Implementing Monte Carlo simulations

A Monte Carlo simulation involves performing the same simulation many times with random samples to calculate the statistical properties of some phenomenon.

The SimulationRunner class makes implementing Monte Carlo simulations easier by implementing much of the necessary code while leaving the specifics of each simulator to be implemented in a subclass.

In the simplest case, in order to implement a simulator one would subclass SimulationRunner, set the simulation parameters in the __init__ method and implement the _run_simulation() method with the code to simulate a single iteration for that specific simulator. The simulation can then be performed by calling the simulate() method of an object of that derived class. After the simulation is finished, the ‘results’ parameter of that object will have the simulation results.

The process of implementing a simulator is described in more details in the following.

Simulation Parameters

The simulation parameters can be set in any way as long as they can be accessed in the _run_simulation() method. For parameters that won’t be changed, a simple way that works is to store these parameters as attributes in the __init__ method.

On the other hand, if you want to run multiple simulations, each one with different values for some of the simulation parameters then store these parameters in the self.params attribute and set them to be unpacked (See docummentation of the SimulationParameters class for more details). The simulate() method will automatically get all possible combinations of parameters and perform a whole Monte Carlo simulation for each of them. The simulate() method will pass the ‘current_parameters’ (a SimulationParameters object) to _run_simulation() from where _run_simulation() can get the current combination of parameters.

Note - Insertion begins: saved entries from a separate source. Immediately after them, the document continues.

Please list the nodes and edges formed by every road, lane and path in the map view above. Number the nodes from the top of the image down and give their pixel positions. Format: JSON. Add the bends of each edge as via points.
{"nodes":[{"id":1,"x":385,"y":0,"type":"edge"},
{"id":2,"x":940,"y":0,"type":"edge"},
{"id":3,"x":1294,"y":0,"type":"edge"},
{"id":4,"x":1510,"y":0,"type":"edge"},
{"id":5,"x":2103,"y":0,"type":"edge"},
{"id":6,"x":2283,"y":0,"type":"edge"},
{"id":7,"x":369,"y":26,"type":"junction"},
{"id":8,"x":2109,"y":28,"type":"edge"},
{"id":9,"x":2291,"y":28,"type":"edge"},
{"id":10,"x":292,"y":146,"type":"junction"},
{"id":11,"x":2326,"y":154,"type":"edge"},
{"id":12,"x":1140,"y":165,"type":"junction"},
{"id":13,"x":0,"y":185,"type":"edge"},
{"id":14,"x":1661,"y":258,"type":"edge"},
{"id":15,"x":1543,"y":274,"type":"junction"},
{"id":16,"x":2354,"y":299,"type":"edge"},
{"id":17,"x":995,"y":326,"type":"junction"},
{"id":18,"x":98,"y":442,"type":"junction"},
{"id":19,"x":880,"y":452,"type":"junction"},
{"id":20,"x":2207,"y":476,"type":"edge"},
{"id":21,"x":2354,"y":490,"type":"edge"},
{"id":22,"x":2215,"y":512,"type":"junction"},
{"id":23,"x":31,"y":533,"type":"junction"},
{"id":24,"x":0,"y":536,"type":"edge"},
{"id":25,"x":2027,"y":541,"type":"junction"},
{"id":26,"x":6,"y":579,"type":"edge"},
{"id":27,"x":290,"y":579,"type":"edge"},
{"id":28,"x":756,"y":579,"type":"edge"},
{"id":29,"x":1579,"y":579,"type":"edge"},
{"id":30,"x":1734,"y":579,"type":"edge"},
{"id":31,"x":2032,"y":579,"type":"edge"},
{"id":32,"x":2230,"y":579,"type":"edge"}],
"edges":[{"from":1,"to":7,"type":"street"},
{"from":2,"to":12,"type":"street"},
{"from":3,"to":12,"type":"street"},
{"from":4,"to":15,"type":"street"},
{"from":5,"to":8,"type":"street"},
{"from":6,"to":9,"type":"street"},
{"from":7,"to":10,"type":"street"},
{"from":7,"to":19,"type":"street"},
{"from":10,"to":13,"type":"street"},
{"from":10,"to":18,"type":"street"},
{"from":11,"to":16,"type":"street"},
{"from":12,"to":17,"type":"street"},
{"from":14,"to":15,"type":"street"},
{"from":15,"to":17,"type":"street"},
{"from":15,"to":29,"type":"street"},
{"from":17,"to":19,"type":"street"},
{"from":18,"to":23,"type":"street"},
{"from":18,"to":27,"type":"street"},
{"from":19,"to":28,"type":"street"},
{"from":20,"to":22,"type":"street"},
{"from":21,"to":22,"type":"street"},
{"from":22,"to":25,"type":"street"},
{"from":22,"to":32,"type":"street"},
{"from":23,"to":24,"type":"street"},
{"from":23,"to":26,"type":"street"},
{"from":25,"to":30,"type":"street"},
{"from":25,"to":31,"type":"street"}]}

If you want/need to save the simulation parameters for future reference, however, then you should store all the simulation parameters in the self.params attribute. This will allow you to call the method SimulationParameters.save_to_pickled_file() to save everything into a file. The simulation parameters can be recovered latter from this file by calling the static method SimulationParameters.load_from_pickled_file().

Simulation Results

In the implementation of the _run_simulation() method in a subclass of SimulationRunner it is necessary to create an object of the SimulationResults class, add each desided result to it (using the add_result() method of the SimulationResults class) and then return this object at the end of _run_simulation(). Note that each result added to this SimulationResults object must itself be an object of the Result class.

After each run of the _run_simulation() method the returned SimulationResults object is merged with the self.results attribute from where the simulation results can be retreived after the simulation finishes. Note that the way the results from each _run_simulation() run are merged together depend on the update_type attribute of the Result object.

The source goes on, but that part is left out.